A partir de Puenta-la-Reina, la deuxième partie du voyage, jusqu’à Santiago de Compostela en Galice, commence. Ici encore on chemine au rythme des contes, dont, par exemple, la légende du pendu-dépendu.  Il s’agit d’un touriste (ou pèlerin) allemand accusé par un aubergiste d’avoir volé une coupe en argent, et pendu.  Mais sur le gibet il fut sauvé par Saint Jacques lui-même après être resté pendu pendant environ un mois. Son innocence est prouvée, et l’aubergiste est pendu à sa place.  Cette histoire, racontée dans le Guide du Pèlerin, aurait pu avoir comme but de mettre en garde les pèlerins contre les pratiques des aubergistes, et par là les encourager à passer la nuit plutôt dans les « hôpitaux » gérés par le clergé. 

Le camino francès fut aménagé par les princes des différentes provinces espagnoles dans le but surtout de favoriser le commerce, et des français, membres du clergé ou simples commerçants, furent encouragés à venir occuper les sites le long du chemin.  Il ne suit pas la côte, mais suit un tracé est-ouest à environ 100 km à l’intérieur des terres, passant dans les grandes villes de Burgos, Léon et Astorga avant d’arriver finalement à St. Jacques de Compostelle après une traversée de terres hostiles, la Maragateria. 

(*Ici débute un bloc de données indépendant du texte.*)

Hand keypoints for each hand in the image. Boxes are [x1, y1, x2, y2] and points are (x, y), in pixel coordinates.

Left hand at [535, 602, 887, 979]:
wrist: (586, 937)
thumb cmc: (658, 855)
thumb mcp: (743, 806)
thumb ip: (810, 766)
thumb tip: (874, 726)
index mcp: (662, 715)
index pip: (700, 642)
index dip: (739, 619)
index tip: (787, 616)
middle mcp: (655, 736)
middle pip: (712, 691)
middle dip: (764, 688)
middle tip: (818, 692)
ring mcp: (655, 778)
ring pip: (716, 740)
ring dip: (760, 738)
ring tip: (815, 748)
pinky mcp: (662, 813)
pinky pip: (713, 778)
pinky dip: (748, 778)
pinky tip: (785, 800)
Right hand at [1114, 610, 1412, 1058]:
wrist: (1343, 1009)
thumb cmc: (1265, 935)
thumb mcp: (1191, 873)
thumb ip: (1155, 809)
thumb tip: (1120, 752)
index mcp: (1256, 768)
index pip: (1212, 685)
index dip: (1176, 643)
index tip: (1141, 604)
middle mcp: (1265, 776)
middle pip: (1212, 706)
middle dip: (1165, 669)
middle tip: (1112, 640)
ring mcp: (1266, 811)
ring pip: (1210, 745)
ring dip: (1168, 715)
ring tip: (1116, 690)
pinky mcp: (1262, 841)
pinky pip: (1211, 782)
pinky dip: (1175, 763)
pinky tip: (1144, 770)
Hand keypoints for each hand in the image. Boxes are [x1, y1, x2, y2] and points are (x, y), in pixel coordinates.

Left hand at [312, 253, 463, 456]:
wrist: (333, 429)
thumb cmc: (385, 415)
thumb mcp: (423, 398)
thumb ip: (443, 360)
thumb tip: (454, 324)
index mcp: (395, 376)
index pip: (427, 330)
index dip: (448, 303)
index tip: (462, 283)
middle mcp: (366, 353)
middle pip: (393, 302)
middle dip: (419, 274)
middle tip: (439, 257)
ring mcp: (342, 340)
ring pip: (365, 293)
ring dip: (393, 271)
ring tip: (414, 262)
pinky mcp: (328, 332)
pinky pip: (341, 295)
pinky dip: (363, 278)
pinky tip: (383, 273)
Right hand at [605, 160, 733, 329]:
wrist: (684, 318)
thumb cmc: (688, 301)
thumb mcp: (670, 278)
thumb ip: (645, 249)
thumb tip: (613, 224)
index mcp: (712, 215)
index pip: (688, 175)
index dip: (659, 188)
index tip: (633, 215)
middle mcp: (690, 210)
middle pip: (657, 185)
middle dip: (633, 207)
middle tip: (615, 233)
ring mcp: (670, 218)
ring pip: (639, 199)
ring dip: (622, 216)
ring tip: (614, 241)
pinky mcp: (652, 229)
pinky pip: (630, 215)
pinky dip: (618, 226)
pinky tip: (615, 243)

A St. Jacques nous admirons l’Obradoiro, la façade Ouest scintillante de la cathédrale, et assistons à la botafumeiro, la cérémonie de l’encensoir géant.  Nous obtenons notre certificat prouvant que nous avons fait le chemin, et nous réfléchissons au sens de notre voyage, dont la dimension spirituelle, essentielle, dépend finalement de chacun.  Même si nous sommes partis seuls, nous n’avons pas voyagé seuls. Selon nos sensibilités nos « partenaires » peuvent être des biens et/ou des services obtenus contre paiement (GPS, taxi dans les villes, service de transport des bagages, etc. – l’Internet regorge de possibilités) ou des accompagnants, soit des personnes physiques (guides, rencontres) soit, pour les croyants, St. Jacques ou Dieu.